- _WHAT IS NEEDED_: Reproduce every line in the material below that holds "Maranhão".

- _EXTRACTED ENTRIES_:

........

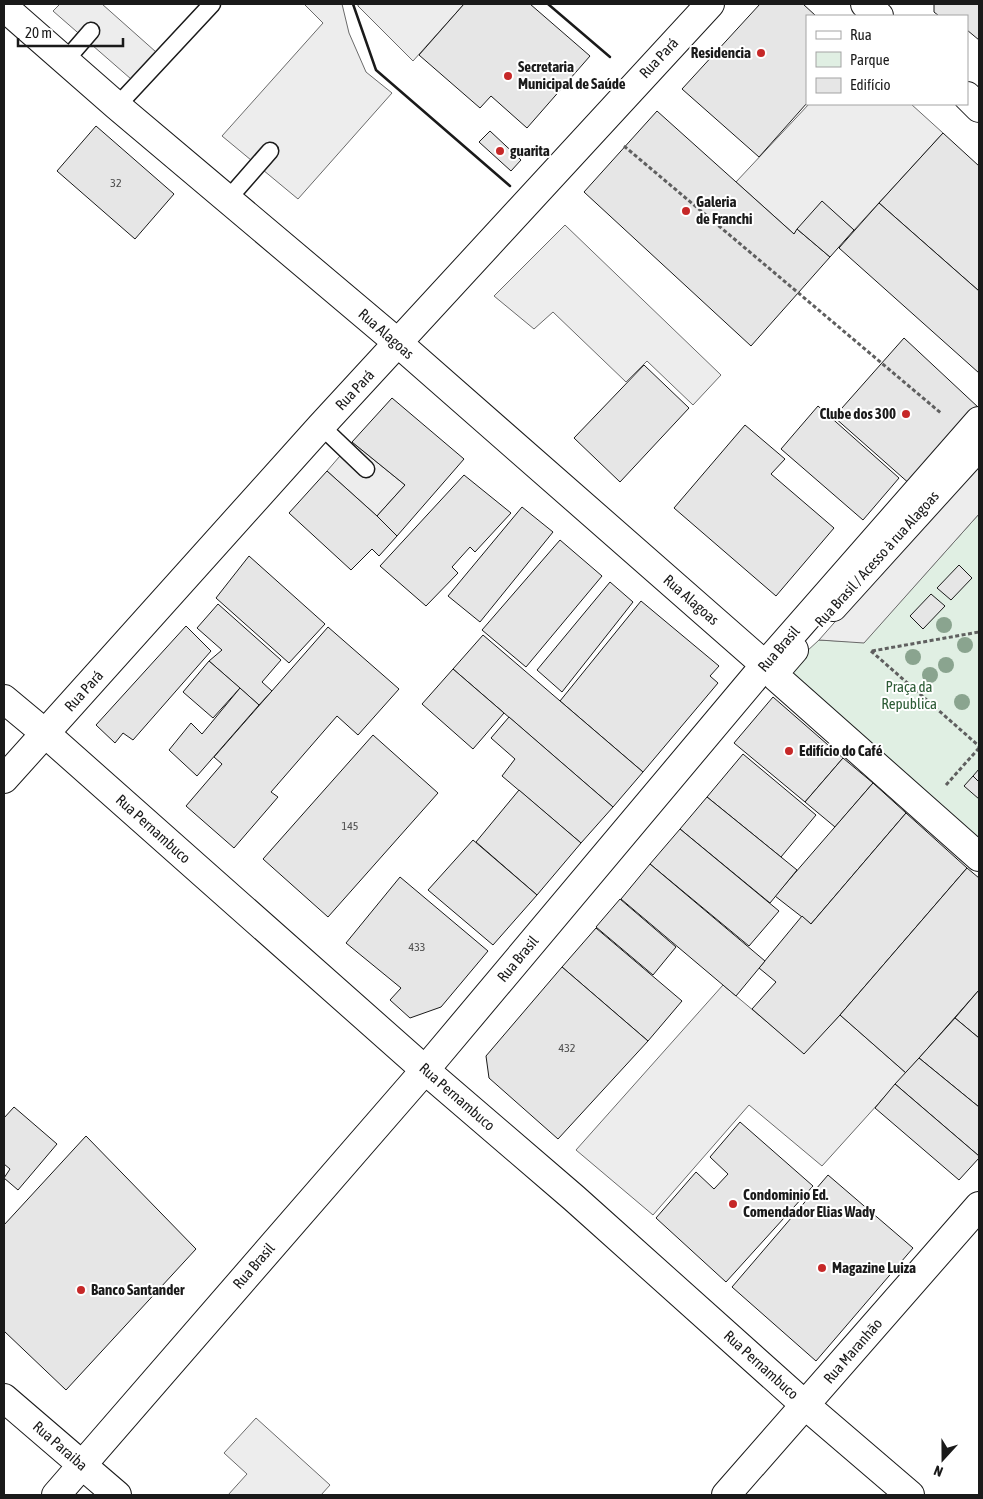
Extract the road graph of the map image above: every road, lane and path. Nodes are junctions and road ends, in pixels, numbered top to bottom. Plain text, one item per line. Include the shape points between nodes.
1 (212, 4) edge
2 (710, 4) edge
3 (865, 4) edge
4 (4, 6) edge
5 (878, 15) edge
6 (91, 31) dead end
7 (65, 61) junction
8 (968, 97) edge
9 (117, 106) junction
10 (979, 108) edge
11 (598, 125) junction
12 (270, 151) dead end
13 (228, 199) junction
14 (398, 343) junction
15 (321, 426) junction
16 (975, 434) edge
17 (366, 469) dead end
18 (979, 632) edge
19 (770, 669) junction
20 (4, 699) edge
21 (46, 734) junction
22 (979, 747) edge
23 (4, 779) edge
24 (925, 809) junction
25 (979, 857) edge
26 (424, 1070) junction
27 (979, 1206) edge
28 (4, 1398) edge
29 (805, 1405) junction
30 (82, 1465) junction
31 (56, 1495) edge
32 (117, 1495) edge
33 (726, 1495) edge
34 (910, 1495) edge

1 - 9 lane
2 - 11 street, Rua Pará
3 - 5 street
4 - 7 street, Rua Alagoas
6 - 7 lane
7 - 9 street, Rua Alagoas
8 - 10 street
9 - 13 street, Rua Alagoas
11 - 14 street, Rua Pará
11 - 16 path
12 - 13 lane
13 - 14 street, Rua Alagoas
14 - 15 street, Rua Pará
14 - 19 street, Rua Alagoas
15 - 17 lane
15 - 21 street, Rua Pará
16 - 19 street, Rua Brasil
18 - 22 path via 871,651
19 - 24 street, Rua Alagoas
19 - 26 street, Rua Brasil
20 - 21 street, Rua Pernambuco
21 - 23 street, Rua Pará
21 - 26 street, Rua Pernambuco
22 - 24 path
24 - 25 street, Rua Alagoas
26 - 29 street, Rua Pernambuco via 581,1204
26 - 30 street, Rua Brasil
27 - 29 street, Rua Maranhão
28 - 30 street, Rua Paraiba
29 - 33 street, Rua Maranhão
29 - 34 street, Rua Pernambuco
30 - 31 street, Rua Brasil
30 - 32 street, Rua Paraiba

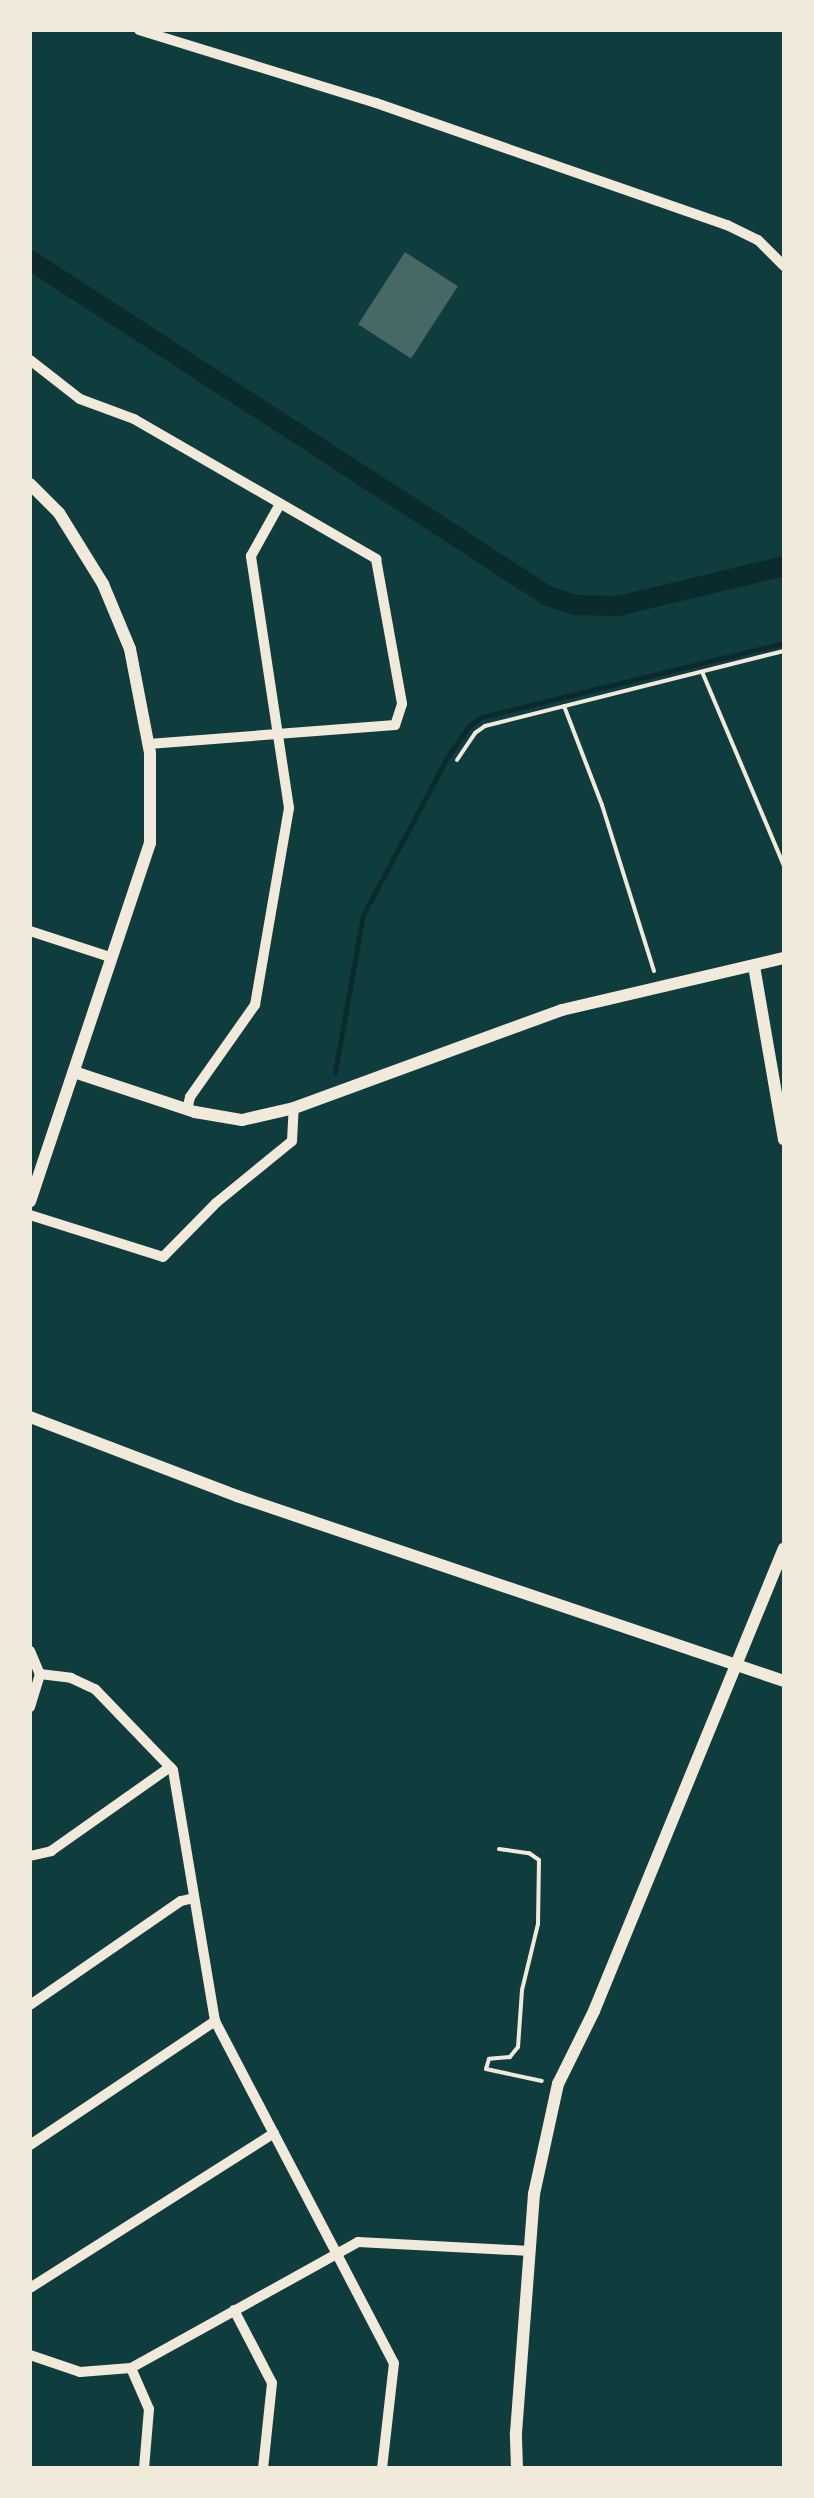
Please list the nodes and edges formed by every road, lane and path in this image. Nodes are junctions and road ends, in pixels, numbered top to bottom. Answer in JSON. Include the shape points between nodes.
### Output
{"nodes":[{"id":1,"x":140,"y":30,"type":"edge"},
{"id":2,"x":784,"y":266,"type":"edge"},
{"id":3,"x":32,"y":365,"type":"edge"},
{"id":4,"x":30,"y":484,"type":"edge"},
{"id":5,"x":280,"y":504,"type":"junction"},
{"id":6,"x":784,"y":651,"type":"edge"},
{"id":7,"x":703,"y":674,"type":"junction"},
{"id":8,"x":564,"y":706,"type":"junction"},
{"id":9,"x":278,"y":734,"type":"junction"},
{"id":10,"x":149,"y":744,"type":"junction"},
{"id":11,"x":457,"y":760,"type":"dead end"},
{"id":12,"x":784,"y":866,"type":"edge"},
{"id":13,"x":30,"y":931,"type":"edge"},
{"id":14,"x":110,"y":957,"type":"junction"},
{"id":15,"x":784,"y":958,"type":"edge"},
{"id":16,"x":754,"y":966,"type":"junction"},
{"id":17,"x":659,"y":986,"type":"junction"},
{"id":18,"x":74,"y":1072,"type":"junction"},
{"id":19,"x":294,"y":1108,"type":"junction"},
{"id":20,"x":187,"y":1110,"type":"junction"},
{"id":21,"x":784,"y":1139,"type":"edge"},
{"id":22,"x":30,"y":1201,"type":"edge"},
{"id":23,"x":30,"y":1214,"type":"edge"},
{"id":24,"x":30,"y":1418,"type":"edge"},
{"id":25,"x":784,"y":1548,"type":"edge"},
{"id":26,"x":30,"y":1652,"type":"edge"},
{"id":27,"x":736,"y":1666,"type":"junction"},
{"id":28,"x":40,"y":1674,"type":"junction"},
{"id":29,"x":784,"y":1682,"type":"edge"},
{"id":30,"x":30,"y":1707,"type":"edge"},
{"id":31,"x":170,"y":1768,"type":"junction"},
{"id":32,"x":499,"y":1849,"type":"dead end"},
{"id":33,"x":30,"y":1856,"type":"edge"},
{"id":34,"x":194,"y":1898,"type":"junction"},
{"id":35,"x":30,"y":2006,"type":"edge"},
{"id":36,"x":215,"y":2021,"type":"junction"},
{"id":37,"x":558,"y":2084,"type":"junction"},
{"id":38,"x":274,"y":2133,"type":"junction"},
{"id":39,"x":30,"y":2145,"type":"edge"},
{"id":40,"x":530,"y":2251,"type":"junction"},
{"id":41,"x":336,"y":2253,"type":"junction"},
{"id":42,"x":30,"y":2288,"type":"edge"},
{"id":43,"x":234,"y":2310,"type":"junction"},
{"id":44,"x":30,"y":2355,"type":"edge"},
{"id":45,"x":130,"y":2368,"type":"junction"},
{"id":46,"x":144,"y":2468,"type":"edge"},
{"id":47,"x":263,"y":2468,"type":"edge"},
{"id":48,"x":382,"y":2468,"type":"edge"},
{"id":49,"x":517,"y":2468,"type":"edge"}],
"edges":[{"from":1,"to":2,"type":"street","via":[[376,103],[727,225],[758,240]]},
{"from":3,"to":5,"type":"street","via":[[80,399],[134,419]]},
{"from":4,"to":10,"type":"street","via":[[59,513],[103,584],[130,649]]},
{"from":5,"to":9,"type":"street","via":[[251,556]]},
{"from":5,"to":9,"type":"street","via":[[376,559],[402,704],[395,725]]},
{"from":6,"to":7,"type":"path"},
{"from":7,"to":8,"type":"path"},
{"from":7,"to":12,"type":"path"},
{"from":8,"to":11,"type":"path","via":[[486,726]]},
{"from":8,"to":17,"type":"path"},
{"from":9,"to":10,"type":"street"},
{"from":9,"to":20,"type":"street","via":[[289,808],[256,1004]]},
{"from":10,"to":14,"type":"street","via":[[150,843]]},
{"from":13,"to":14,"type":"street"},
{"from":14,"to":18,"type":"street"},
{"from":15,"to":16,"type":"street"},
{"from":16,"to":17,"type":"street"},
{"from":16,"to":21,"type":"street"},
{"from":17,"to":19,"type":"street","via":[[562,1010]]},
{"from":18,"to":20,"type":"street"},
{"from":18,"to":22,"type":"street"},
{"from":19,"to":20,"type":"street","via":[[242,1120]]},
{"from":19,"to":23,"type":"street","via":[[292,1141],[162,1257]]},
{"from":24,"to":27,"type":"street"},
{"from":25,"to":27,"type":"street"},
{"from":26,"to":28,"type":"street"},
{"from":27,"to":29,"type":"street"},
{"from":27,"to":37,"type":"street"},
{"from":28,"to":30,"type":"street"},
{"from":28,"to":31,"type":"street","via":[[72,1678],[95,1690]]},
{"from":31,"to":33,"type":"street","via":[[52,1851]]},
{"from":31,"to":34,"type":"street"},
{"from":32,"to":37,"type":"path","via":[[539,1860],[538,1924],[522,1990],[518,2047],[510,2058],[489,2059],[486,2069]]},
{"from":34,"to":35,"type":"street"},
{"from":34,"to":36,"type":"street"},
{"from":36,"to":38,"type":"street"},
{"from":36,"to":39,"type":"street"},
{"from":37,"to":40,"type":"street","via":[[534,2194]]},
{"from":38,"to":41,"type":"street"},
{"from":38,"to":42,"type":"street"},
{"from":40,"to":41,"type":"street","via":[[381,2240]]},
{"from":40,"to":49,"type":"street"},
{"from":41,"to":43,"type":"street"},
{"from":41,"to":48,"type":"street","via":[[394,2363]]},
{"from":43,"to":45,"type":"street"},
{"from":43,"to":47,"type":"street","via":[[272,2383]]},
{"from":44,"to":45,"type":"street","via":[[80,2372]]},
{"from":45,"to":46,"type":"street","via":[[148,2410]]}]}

........

- _EXERCISE OUTPUT_:
27 - 29 street, Rua Maranhão
29 - 33 street, Rua Maranhão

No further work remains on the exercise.